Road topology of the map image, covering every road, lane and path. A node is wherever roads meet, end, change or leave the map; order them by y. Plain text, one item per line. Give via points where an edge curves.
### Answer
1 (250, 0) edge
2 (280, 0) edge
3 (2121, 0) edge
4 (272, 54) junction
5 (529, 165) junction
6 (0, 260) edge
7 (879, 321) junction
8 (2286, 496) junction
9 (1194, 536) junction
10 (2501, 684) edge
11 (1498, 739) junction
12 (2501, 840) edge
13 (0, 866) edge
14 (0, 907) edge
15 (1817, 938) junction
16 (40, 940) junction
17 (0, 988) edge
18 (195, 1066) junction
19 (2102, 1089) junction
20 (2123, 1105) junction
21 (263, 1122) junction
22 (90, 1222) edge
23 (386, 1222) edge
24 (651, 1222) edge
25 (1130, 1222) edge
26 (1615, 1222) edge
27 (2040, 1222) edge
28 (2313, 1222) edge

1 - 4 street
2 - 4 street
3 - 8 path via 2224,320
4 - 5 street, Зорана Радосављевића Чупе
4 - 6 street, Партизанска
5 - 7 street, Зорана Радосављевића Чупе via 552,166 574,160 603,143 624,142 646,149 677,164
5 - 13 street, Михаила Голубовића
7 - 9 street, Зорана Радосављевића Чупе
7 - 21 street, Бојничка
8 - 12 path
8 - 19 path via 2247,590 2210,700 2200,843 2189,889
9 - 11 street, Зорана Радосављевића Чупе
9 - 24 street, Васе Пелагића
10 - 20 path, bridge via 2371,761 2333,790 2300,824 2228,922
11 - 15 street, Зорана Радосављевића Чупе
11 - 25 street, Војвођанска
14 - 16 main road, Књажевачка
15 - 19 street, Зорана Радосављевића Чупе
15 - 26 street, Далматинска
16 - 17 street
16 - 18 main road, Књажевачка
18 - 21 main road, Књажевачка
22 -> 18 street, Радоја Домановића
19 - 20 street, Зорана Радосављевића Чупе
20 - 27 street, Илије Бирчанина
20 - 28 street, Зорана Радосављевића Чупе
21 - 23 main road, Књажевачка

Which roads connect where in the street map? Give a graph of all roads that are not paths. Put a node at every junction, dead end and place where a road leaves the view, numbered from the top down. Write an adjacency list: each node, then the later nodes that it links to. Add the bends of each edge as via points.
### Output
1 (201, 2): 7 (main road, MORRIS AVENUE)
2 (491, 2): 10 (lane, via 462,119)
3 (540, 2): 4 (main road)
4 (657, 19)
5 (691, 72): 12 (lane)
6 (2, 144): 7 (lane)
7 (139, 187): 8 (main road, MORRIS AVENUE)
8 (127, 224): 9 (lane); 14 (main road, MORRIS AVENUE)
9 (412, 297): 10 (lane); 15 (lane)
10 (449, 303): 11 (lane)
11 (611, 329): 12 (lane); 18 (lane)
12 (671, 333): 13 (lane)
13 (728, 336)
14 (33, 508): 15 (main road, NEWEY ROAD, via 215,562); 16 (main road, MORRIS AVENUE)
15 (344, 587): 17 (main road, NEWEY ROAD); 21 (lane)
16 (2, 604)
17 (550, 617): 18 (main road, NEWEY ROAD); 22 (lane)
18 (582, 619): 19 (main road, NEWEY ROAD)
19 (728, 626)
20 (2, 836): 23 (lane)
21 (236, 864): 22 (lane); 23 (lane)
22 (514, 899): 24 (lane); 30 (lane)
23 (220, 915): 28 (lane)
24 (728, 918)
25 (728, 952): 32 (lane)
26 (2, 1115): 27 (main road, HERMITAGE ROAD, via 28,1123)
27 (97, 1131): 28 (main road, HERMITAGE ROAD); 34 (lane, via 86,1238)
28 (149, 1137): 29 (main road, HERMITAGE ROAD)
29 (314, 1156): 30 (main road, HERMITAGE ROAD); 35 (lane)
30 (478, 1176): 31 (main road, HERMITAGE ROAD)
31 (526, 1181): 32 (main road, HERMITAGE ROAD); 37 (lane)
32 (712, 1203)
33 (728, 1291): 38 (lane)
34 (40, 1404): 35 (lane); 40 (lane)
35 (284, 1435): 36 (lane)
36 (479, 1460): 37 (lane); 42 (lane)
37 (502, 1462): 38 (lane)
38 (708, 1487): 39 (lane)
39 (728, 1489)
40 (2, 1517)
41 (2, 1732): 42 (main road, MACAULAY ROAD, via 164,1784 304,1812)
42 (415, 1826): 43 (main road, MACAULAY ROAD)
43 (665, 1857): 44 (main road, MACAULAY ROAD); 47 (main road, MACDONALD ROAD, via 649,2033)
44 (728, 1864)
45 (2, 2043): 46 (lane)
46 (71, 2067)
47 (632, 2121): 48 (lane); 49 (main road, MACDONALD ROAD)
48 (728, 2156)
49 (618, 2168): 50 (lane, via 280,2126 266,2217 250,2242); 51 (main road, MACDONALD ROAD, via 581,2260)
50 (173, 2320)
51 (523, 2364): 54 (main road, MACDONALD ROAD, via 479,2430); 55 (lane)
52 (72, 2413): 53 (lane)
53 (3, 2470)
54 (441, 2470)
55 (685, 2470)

Work order - Filter the material above down to the lines that hold the word "Чупе".

Finished task -
4 - 5 street, Зорана Радосављевића Чупе
5 - 7 street, Зорана Радосављевића Чупе via 552,166 574,160 603,143 624,142 646,149 677,164
7 - 9 street, Зорана Радосављевића Чупе
9 - 11 street, Зорана Радосављевића Чупе
11 - 15 street, Зорана Радосављевића Чупе
15 - 19 street, Зорана Радосављевића Чупе
19 - 20 street, Зорана Радосављевића Чупе
20 - 28 street, Зорана Радосављевића Чупе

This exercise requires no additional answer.